日本でプレーしたブラジル人選手が「日本選手にはマリーシアが足りない」と言ったことから、「マリーシア」というポルトガル語が日本でも有名になった。「マリーシア」簡単に言うと「ずる賢さ」のことだが、サッカーで「マリーシア」と言った場合、悪い意味はほとんどなくて。むしろ「よく気がつくこと」「インテリジェンス」といった意味に近い[14]

ジンガ[編集]

映画『ジンガ』の冒頭、ブラジル人歴史家ルイ・カストロの言葉がスクリーンに映し出される[15]

ブラジルサッカーが世界最強であるのは、ジンガのおかげだ。 特殊な動きで相手を抜いてドリブルシュートを決める。 — ルイ・カストロ、映画『ジンガ』[15]

ブラジル人選手には「ジンガ」が備わっていると言われている。ドリブルをする際、アルゼンチンの選手はボールに細かくタッチしながら、ボールの方向を変えて相手を交わす事が多い。これに対し、ブラジルの選手は状態を左右にゆすったりボールをまたいだりして相手を幻惑させ、相手の体のバランスをくずしてから一気にボールを運んで抜き去るのが普通である。このフェイントを掛けた時の上体の動きを、ブラジルでは「ジンガ」と呼ぶ[14]。また、才能を持っているの現す表現で「ジンガを持ってる」という言葉がある。

ブラジルには、黒人奴隷が始めた格闘技とダンスをミックスしたようなスポーツで「カポエイラ」というものがある。「ジンガ」は、このカポエイラ」の動きに非常によく似ている。サンバはアフリカの音楽の影響を強く受けてるが、「ジンガ」はサンバを踊る上体の動きとも似ている。つまり、「ジンガ」はもとを正せば黒人と特有のリズミカルな動きなのだ。しかしブラジルでは黒人選手の影響から白人選手のこの「ジンガ」の動きを取り入れるようになり、現在では人種にかかわらずブラジル選手に共通する動きとなっている[14]

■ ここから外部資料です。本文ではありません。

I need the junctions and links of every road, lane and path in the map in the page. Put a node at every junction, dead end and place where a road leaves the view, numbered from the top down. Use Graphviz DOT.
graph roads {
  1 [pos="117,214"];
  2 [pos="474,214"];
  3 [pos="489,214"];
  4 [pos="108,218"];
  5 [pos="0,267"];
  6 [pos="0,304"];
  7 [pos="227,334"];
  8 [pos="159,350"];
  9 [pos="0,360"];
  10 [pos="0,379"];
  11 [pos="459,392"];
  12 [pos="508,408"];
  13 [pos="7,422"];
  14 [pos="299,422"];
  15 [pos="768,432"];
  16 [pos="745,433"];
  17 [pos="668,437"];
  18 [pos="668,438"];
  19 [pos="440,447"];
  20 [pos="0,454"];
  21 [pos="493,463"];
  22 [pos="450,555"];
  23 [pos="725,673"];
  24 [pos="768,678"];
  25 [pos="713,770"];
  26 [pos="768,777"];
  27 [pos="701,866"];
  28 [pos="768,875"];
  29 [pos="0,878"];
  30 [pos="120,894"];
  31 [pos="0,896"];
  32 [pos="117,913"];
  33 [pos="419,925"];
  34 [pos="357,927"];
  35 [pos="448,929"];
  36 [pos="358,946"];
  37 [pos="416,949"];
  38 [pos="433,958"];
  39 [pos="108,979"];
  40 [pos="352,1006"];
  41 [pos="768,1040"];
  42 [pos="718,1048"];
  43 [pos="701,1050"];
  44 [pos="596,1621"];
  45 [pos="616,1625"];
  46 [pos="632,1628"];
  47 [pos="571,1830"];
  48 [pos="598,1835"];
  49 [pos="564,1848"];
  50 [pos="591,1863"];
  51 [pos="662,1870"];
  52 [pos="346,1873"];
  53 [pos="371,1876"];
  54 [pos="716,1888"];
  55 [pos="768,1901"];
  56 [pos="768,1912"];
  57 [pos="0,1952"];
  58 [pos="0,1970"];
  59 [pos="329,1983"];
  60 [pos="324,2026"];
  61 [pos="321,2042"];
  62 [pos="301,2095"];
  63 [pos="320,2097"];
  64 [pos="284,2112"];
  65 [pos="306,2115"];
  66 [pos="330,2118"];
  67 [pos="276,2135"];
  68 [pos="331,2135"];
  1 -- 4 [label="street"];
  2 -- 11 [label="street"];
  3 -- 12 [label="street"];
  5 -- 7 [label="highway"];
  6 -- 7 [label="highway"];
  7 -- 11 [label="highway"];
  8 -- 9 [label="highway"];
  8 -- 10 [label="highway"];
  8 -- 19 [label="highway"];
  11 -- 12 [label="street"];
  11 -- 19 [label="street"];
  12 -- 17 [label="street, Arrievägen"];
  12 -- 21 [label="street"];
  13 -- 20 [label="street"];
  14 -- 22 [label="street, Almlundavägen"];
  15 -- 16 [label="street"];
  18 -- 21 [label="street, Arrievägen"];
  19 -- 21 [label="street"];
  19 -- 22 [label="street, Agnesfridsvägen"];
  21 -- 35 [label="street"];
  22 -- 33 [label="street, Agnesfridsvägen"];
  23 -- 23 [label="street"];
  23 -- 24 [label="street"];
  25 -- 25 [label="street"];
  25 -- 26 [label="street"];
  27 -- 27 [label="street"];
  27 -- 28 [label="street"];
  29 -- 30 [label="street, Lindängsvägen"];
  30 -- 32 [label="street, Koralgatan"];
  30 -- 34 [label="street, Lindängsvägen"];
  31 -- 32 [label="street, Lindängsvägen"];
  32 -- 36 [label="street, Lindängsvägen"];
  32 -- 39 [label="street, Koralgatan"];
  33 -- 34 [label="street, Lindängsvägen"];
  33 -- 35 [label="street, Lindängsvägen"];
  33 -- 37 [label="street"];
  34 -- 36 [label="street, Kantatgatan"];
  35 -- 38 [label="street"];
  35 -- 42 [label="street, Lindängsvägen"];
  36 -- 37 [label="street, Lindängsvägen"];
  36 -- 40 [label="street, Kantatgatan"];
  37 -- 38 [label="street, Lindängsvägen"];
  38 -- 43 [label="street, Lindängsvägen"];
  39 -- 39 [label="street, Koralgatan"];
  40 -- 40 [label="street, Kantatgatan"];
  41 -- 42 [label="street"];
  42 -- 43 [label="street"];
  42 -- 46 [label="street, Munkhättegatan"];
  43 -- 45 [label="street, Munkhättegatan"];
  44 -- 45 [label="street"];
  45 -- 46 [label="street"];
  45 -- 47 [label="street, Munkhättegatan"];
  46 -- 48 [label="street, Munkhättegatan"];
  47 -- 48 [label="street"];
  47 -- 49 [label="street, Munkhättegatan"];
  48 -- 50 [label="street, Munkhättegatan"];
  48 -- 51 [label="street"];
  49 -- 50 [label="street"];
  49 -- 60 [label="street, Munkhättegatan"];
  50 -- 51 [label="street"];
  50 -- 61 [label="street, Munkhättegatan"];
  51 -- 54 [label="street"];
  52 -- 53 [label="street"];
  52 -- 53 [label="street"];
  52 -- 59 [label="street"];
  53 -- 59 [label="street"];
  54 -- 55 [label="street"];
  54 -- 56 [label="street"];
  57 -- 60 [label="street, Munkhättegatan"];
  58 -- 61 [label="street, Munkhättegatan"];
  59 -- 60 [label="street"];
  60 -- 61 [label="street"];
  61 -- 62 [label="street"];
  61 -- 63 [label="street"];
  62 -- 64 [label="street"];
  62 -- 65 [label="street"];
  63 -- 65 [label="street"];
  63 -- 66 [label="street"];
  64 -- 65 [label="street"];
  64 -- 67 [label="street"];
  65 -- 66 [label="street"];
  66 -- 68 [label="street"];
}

ジンガはブラジル人に夢を与える —  、映画『ジンガ』[15]

選手育成[編集]

ブラジルはこれまでペレ、ガリンシャ、ジーコ、ロマーリオ、ロナウド、リバウド、ロナウジーニョ、ネイマールと言った世界的な名選手を輩出してきた。「タレントの宝庫」と呼ばれ、「汲めども汲めども尽きることのない才能の泉」として世界中から憧れを向けられてきた。「ブラジル人は、生まれながらにしてサッカーの才能がある。だから、ブラジルでは空き地や路上から自然にスーパースターが生まれてくる」という人もいる[16]

ブラジル人が空き地や路上やビーチでボールを蹴ってテクニックを身につけるというの間違いではない。しかしながら、ブラジルにはブラジルなりにサッカー選手を育てる環境があり選手の育成システムがある[16]

ブラジルにはどんな田舎に行っても、カトリック教会とサッカーグラウンドだけはある。すべてのサッカースクールとサッカークラブを合わせると数万はあると言われており、ブラジルサッカー協会(CBF)によればプロのサッカークラブが約800、プロのサッカー選手が約1万1000人おり、そのうち2000人が外国のクラブでプレーしているという[16]。 サッカーと言っても11人制のサッカーだけではない。室内で行う「フッチボール・デ・サロン(フットサル)」の選手人口は11人制のサッカー以上でプロリーグもある。ビーチで行う「フッチボール・デプライア(ビーチサッカー)」「フッチボレー(フットバレー)、7人制でおこなう「ソサエチー」などいろいろな種類のサッカーがプレーヤーの体力や技術や使えるスペースに応じて行われている。こうして、広いブラジルの津々浦々で子供から大人までサッカーを楽しんでいる。だから、子どもたちはボールを蹴ったり止めたりと行った基本テクニックは小さい頃に覚えてしまう[16]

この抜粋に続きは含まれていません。